Jordanian politician

Azmi Mahafzah is the Jordanian Minister of Education and Minister of Higher Education and Scientific Research. He was appointed as minister on 27 October 2022.

== Education ==
Mahafzah holds a Doctor of Medicine (1977) from the University of Damascus and a Doctor of Philosophy in Microbiology and Immunology (1984) from the American University of Beirut.

== Career ==
Since 1984, Mahafzah has worked as a lecturer and since 2009 as professor at the University of Jordan.

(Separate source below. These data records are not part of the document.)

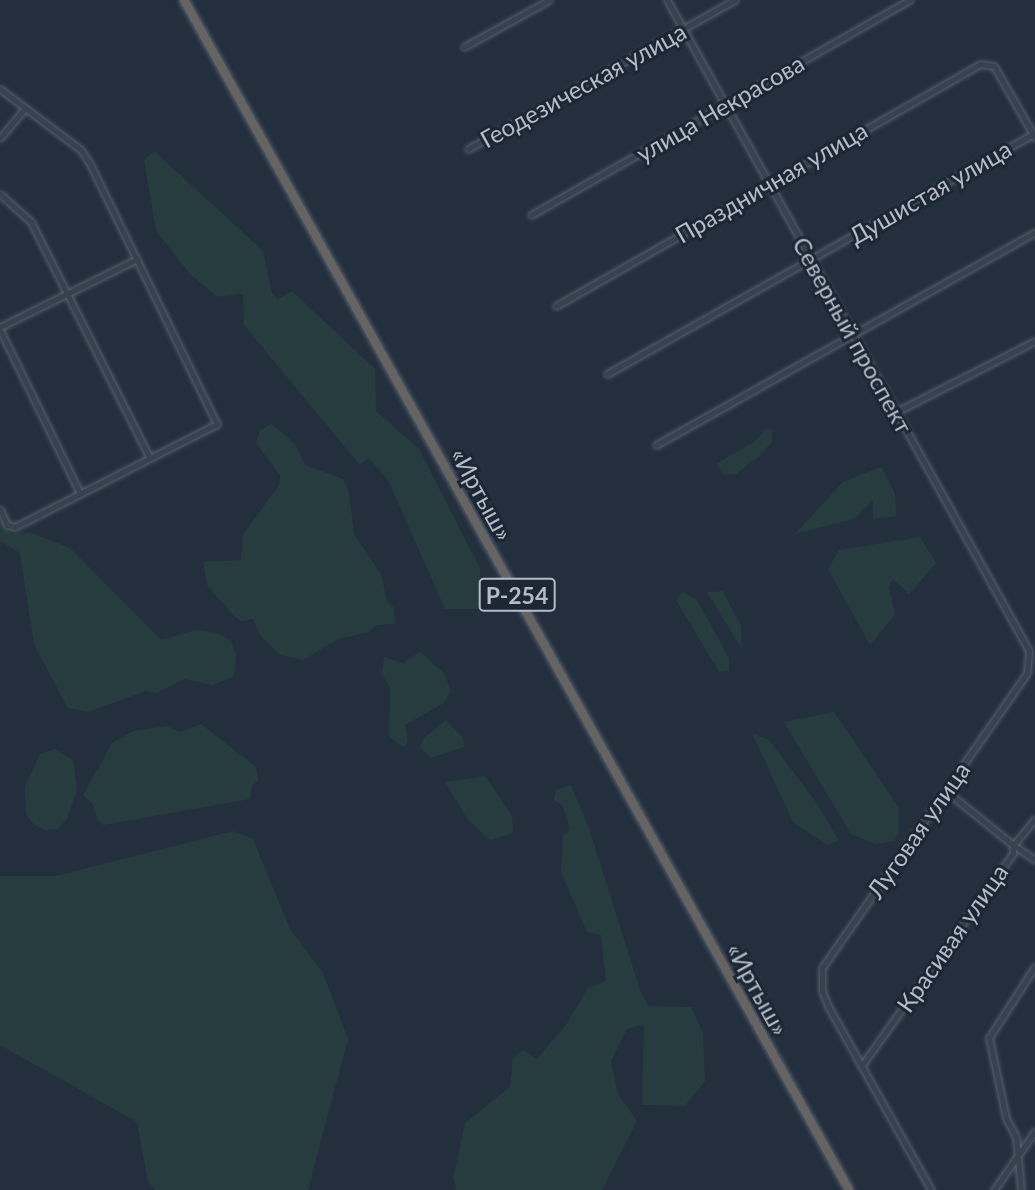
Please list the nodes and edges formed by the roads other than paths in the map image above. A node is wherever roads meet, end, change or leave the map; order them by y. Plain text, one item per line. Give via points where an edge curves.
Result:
1 (184, 0) edge
2 (549, 0) edge
3 (667, 0) edge
4 (736, 0) edge
5 (910, 0) edge
6 (683, 29) junction
7 (464, 47) dead end
8 (0, 89) edge
9 (726, 105) junction
10 (24, 108) junction
11 (1034, 136) edge
12 (0, 138) edge
13 (468, 149) dead end
14 (768, 183) junction
15 (0, 194) edge
16 (531, 215) dead end
17 (1035, 232) edge
18 (137, 259) junction
19 (811, 260) junction
20 (68, 293) junction
21 (556, 306) dead end
22 (0, 328) edge
23 (853, 335) junction
24 (1035, 341) edge
25 (607, 374) dead end
26 (897, 412) junction
27 (656, 445) dead end
28 (149, 457) junction
29 (80, 493) junction
30 (0, 509) edge
31 (1032, 652) edge
32 (1027, 673) joint
33 (946, 791) junction
34 (1035, 819) edge
35 (1013, 845) junction
36 (1035, 860) edge
37 (1035, 966) edge
38 (862, 1065) junction
39 (1035, 1132) edge
40 (1019, 1154) junction
41 (849, 1190) edge
42 (931, 1190) edge
43 (994, 1190) edge
44 (1021, 1190) edge

1 - 41 highway, «Иртыш» / Р-254
2 - 7 street
3 - 6 street, Северный проспект
4 - 6 street, Геодезическая улица
5 - 9 street, улица Некрасова
6 - 9 street, Северный проспект
6 - 13 street, Геодезическая улица
8 - 10 street
9 - 14 street, Северный проспект
9 - 16 street, улица Некрасова
10 - 12 street
10 - 18 street via 81,150
11 - 14 street, Праздничная улица via 994,66 987,63
11 - 19 street, Душистая улица
14 - 19 street, Северный проспект
14 - 21 street, Праздничная улица
15 - 20 street via 31,222
17 - 23 street
18 - 20 street
18 - 28 street via 217,418 213,427
19 - 23 street, Северный проспект
19 - 25 street, Душистая улица
20 - 22 street
20 - 28 street
22 - 29 street
23 - 26 street, Северный проспект
23 - 27 street
24 - 26 street
26 - 31 street, Северный проспект
28 - 29 street
29 - 30 street via 15,527 7,525
31 - 32 street, Северный проспект
32 - 33 street, Луговая улица
33 - 35 street, Красивая улица
33 - 38 street, Луговая улица via 822,968 822,991
34 - 35 street
35 - 36 street
35 - 38 street, Красивая улица via 1013,853
37 - 40 street via 989,1038
38 - 42 street
39 - 40 street
40 - 43 street
40 - 44 street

Additionally, he held several positions at Jordan University Hospital from 1989 until 2013. From 2010 until 2013, he served as Dean of the Faculty of Medicine.

In 2013, Mahafzah was appointed Vice President for Scientific Faculties and in 2016, he became President of the University of Jordan.

In June 2018, he was appointed Minister of Education and additionally, he became Minister of Higher Education and Scientific Research in October.

In November 2018, he resigned as minister.

Since 27 October 2022, he has been Minister of Education and Minister of Higher Education and Scientific Research.